Even at three years old, I believed I would have my own Prince Charming come sweep me off my feet to go live happily ever after.
As childhood turned to adolescence, my role models changed with me. Cinderella and Ariel were replaced by Brittany Spears, and Beyonce. Fairytales were replaced with t.v shows such as the O.C and One Tree Hill.
The values of love I was taught here were no less warped. Everyone my age believed that having a boyfriend made a girl cooler, happier, and therefore a better person. Everywhere I looked in popular culture, I was being taught that I need to find my other half, and our love would fill every hole that I had in my life. My search began.
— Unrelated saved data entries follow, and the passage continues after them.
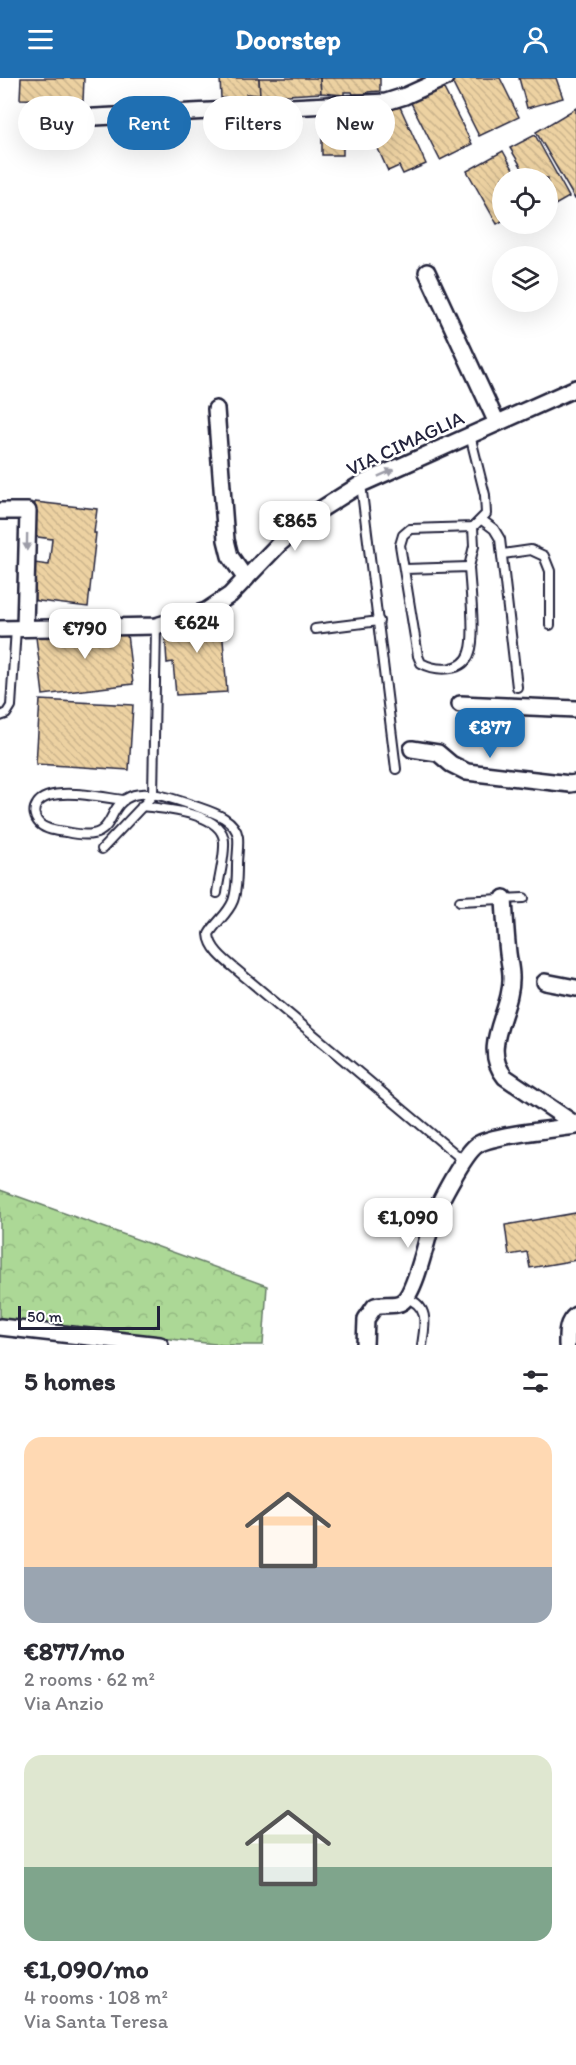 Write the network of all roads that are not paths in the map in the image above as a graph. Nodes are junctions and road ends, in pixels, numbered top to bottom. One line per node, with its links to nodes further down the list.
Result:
1 (446, 78): 2 (street)
2 (95, 117)
3 (427, 272): 6 (street)
4 (576, 388): 6 (street, VIA CIMAGLIA)
5 (216, 409): 15 (street)
6 (497, 423): 7 (street, VIA CIMAGLIA)
7 (470, 435): 8 (street, VIA CIMAGLIA, one-way to 7); 10 (lane)
8 (362, 484): 15 (street, VIA CIMAGLIA); 16 (lane)
9 (0, 512): 19 (street, one-way to 19)
10 (482, 520): 11 (lane); 12 (lane)
11 (473, 527): 13 (lane); 14 (lane)
12 (503, 554): 17 (lane); 21 (lane)
13 (469, 567): 14 (lane); 14 (lane)
14 (405, 569)
15 (246, 579): 18 (street, VIA CIMAGLIA)
16 (379, 621): 20 (lane); 26 (lane)
17 (550, 625)
18 (156, 626): 19 (street, VIA CIMAGLIA); 28 (lane)
19 (14, 628): 24 (lane)
20 (315, 629)
21 (517, 687)
22 (460, 704): 23 (street)
23 (576, 709)
24 (0, 716)
25 (412, 749): 27 (street)
26 (396, 769)
27 (576, 783)
28 (153, 795): 29 (lane); 30 (lane); 39 (lane)
29 (124, 800): 29 (lane)
30 (142, 806): 31 (lane); 32 (lane)
31 (102, 849)
32 (217, 893)
33 (504, 898): 34 (lane); 35 (lane); 38 (street)
34 (524, 898)
35 (460, 901)
36 (545, 982): 37 (street)
37 (576, 988)
38 (576, 1126): 39 (street)
39 (464, 1161): 40 (street)
40 (406, 1298): 44 (street); 45 (lane)
41 (576, 1315): 46 (street)
42 (0, 1327): 43 (street)
43 (160, 1345)
44 (365, 1345)
45 (422, 1345)
46 (567, 1345)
At the age of 18, I found my Prince Charming, and if he was one thing, it was definitely a charmer. We fell madly in love, and soon moved in together, planning our future with only each other in mind. Is this the where I’m supposed to say we lived happily ever after?
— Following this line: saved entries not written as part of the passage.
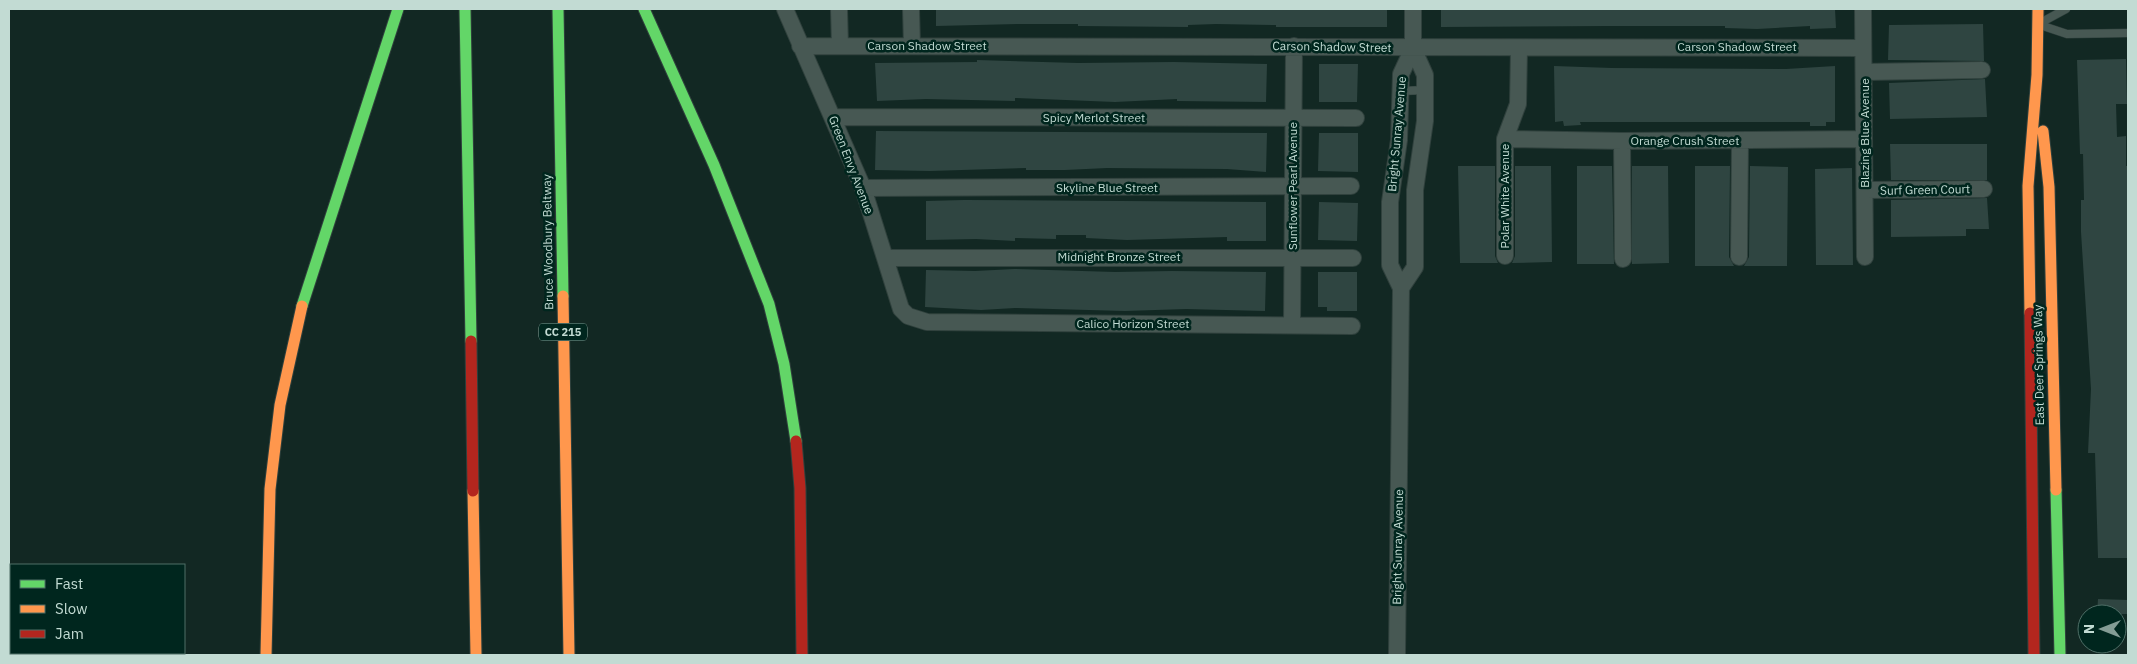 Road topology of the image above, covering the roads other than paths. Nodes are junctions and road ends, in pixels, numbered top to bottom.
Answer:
1 (398, 9) edge
2 (465, 9) edge
3 (558, 9) edge
4 (644, 9) edge
5 (785, 9) edge
6 (839, 9) edge
7 (911, 9) edge
8 (1413, 9) edge
9 (1863, 9) edge
10 (2038, 9) edge
11 (2066, 9) edge
12 (2038, 24) junction
13 (2128, 33) edge
14 (800, 46) junction
15 (840, 46) junction
16 (912, 46) junction
17 (1294, 46) junction
18 (1412, 48) junction
19 (1519, 48) junction
20 (1864, 48) junction
21 (1982, 70) dead end
22 (1864, 72) junction
23 (2038, 75) junction
24 (1425, 90) junction
25 (1402, 91) junction
26 (833, 117) junction
27 (1293, 118) junction
28 (1356, 118) dead end
29 (1505, 139) junction
30 (1864, 139) junction
31 (1622, 141) junction
32 (1740, 141) junction
33 (1351, 186) dead end
34 (863, 188) junction
35 (1293, 188) junction
36 (1984, 189) dead end
37 (1865, 190) junction
38 (1505, 256) dead end
39 (1292, 257) junction
40 (1739, 257) dead end
41 (1865, 257) dead end
42 (885, 258) junction
43 (1354, 258) dead end
44 (1623, 259) dead end
45 (1401, 288) junction
46 (915, 319) joint
47 (1292, 325) junction
48 (1352, 326) dead end
49 (266, 655) edge
50 (476, 655) edge
51 (569, 655) edge
52 (802, 655) edge
53 (1396, 655) edge
54 (2034, 655) edge
55 (2060, 655) edge

1 - 49 main road
2 - 50 main road
3 - 51 main road, Bruce Woodbury Beltway / CC 215
4 - 52 main road
5 - 14 street, Green Envy Avenue
6 - 15 street
7 - 16 street
8 - 18 street
9 - 20 street, Blazing Blue Avenue
10 - 12 main road, East Deer Springs Way
11 - 12 lane
12 - 13 lane
12 - 23 main road, East Deer Springs Way
14 - 15 street, Carson Shadow Street
14 - 26 street, Green Envy Avenue
15 - 16 street, Carson Shadow Street
16 - 17 street, Carson Shadow Street
17 - 18 street, Carson Shadow Street
17 - 27 street, Sunflower Pearl Avenue
18 - 19 street, Carson Shadow Street
18 - 24 street, Bright Sunray Avenue
18 - 25 street, Bright Sunray Avenue
19 - 20 street, Carson Shadow Street
19 - 29 street, Polar White Avenue
20 - 22 street, Blazing Blue Avenue
21 - 22 street
22 - 30 street, Blazing Blue Avenue
23 - 54 main road, East Deer Springs Way
23 - 55 main road, East Deer Springs Way
24 - 25 lane
24 - 45 street, Bright Sunray Avenue
25 - 45 street, Bright Sunray Avenue
26 - 27 street, Spicy Merlot Street
26 - 34 street, Green Envy Avenue
27 - 28 street, Spicy Merlot Street
27 - 35 street, Sunflower Pearl Avenue
29 - 31 street, Orange Crush Street
29 - 38 street, Polar White Avenue
30 - 32 street, Orange Crush Street
30 - 37 street, Blazing Blue Avenue
31 - 32 street, Orange Crush Street
31 - 44 street
32 - 40 street
33 - 35 street, Skyline Blue Street
34 - 35 street, Skyline Blue Street
34 - 42 street, Green Envy Avenue
35 - 39 street, Sunflower Pearl Avenue
36 - 37 street, Surf Green Court
37 - 41 street, Blazing Blue Avenue
39 - 42 street, Midnight Bronze Street
39 - 43 street, Midnight Bronze Street
39 - 47 street, Sunflower Pearl Avenue
42 - 46 street, Green Envy Avenue
45 - 53 street, Bright Sunray Avenue
46 - 47 street, Calico Horizon Street
47 - 48 street, Calico Horizon Street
Unfortunately, we never heard the real endings to our childhood fairytales. Cinderella divorced the prince, Ariel grew tired of life on land, leaving for the sea, and we all know what happened to Brittany and K-Fed.
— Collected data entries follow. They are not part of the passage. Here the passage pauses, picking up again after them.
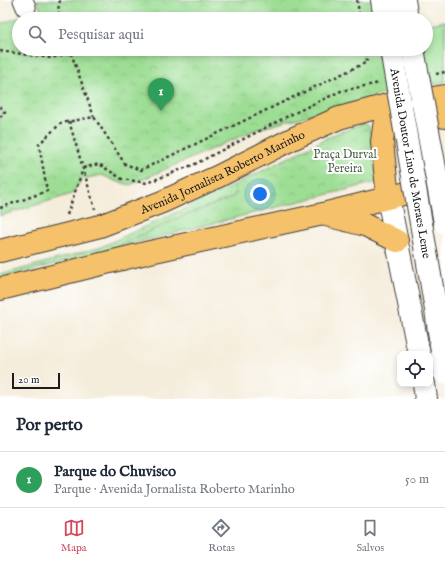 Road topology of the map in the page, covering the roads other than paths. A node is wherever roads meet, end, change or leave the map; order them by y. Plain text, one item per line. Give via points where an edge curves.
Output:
1 (382, 0) edge
2 (404, 0) edge
3 (384, 12) edge
4 (406, 12) edge
5 (392, 56) edge
6 (414, 56) edge
7 (445, 96) edge
8 (419, 100) junction
9 (387, 105) junction
10 (445, 117) edge
11 (445, 183) edge
12 (388, 197) junction
13 (323, 214) junction
14 (445, 223) edge
15 (397, 242) junction
16 (0, 251) edge
17 (0, 289) edge
18 (410, 306) junction
19 (445, 314) edge
20 (418, 351) edge
21 (445, 373) edge
22 (424, 387) edge
23 (426, 399) edge

1 - 3 street
2 - 4 street
5 - 21 street, Avenida Doutor Lino de Moraes Leme, bridge
6 - 14 street, Avenida Doutor Lino de Moraes Leme, bridge
7 - 8 main road, Avenida Jornalista Roberto Marinho
8 - 9 main road, Avenida Jornalista Roberto Marinho
8 - 10 main road
9 - 12 main road via 382,142
9 - 16 main road, Avenida Jornalista Roberto Marinho via 339,118 162,202 100,226
11 - 12 main road
12 - 13 main road
12 - 15 street
13 - 15 main road via 365,224
13 - 17 main road via 150,252
15 - 18 street
18 - 19 street
18 - 20 street
22 - 23 street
Life doesn’t end in happily ever after. We will always have our trials, arguments, bills, tears, and raw emotion that cannot be scripted. If not, then we aren’t really living at all.
After two years of living with my own prince, things began to change. Our long talks turned to long arguments, promises to love forever, turned to threats to leave, and eventually we found ourselves living in a relationship without happiness. Our love had slipped out from under us, and we didn’t know where it went. How could a love that was once so strong burn out as easily as a candle?
After deciding to end our relationship, I sunk into a dark and dreary state. It felt like my whole life and future had been destroyed, and I didn’t know where to turn to next. I had lost contact with many friends and family, and found myself the loneliest I had ever been. It wasn’t until I held all the broken pieces of what I had called a life in my hands that I began to put them back together.
I was searching for love in all the wrong places. I was looking for the prince to fill every void in my life, thinking he would be my happiness. It was then I realized that we can never truly love someone until we love ourselves, and are complete individually. We are responsible for our own happiness, and the only person we should ever truly depend on is ourselves. If we cannot find what we are looking for in ourselves, than we cannot expect to find it in someone else.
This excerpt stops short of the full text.